The inward diffusion and precipitation-coupled model developed in this study was applied to the gaseous nitriding of Fe-2.23 at. pct V alloy specimens, with a thickness of 1 mm, at 793 K, 823 K, and 853 K (520 °C, 550 °C, and 580 °C) for 10 hours by using a nitriding potential (r N) of 0.103 atm−1/2, i.e., the same conditions as applied in the experiments of Reference 14, so that experiment and simulation results can be compared. Under these nitriding conditions, no iron nitrides can be formed[14] and vanadium nitrides are precipitated in the form of VN.[14,31] This was shown for several Fe-V alloys, where after so-called de-nitriding of specimens previously nitrided until saturation (i.e., no further nitrogen uptake occurs), the amount of remaining, strongly bonded N is at the level of the amount of V in the specimen, indicating that the precipitate composition can be described as VN.[31] Gaseous nitriding of iron-based alloys in a flowing NH3/H2 gas mixture allows precise control of the applied chemical potential of N by the so-called nitriding potential r N (=$${{p_{{{\text{NH}}_{ 3} }} } \mathord{\left/ {\vphantom {{p_{{{\text{NH}}_{ 3} }} } {p_{{{\text{H}}_{ 2} }}^{3/2} }}} \right. \kern-0pt} {p_{{{\text{H}}_{ 2} }}^{3/2} }}$$, p is the partial pressure)[51] and of the kinetics of the dissociation of ammonia at the iron surface.[27,34,35,52]

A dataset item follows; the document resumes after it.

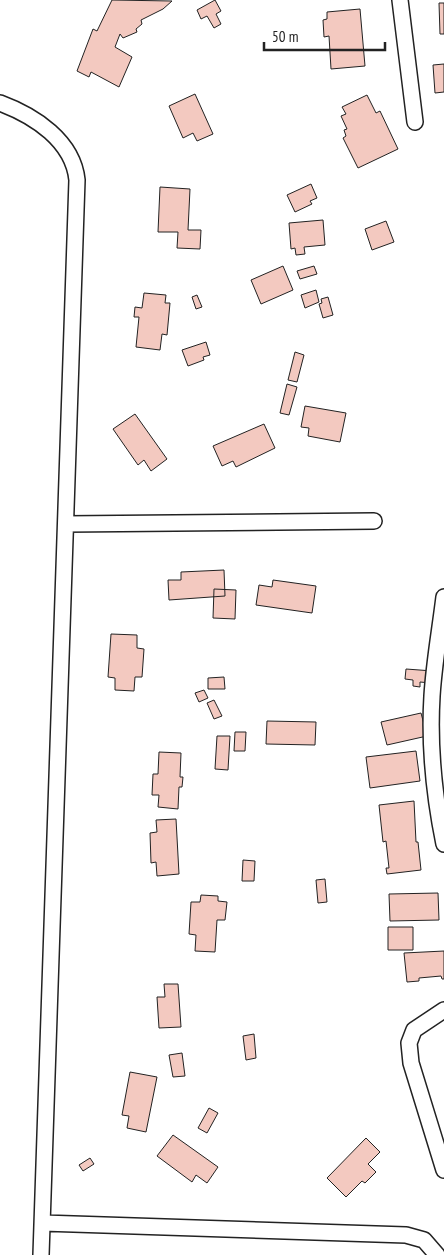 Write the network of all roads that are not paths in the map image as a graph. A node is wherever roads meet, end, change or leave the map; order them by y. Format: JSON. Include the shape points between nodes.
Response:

The diffusion and precipitation-coupled model including the effect of excess N and surface reaction kinetics is termed full model. Simulations were also performed with the model in a less “complete” state, to expose the role of various, individual processes integrated in the full model: (1) To illustrate the importance of considering the role of excess N, simulations neglecting the role of excess N have been performed; the model in that fashion is called the basic model. (2) To investigate the effect of the time (and temperature) dependence of the nitride-precipitation kinetics, simulations were also performed under the assumption of instantaneous establishment of local thermodynamic equilibrium in the diffusion zone, implying instantaneous nitride precipitation once the solubility is (locally) surpassed. This is called the “equilibrium approach” (EA) (see Section I). (3) To illustrate the effect of neglecting the kinetics of N absorption at the surface, simulations were carried out assuming instantaneous establishment of local equilibrium with the NH3/H2 gas mixture at the surface of specimen; i.e., the following BC was used: C N| x=0 = C N,eq.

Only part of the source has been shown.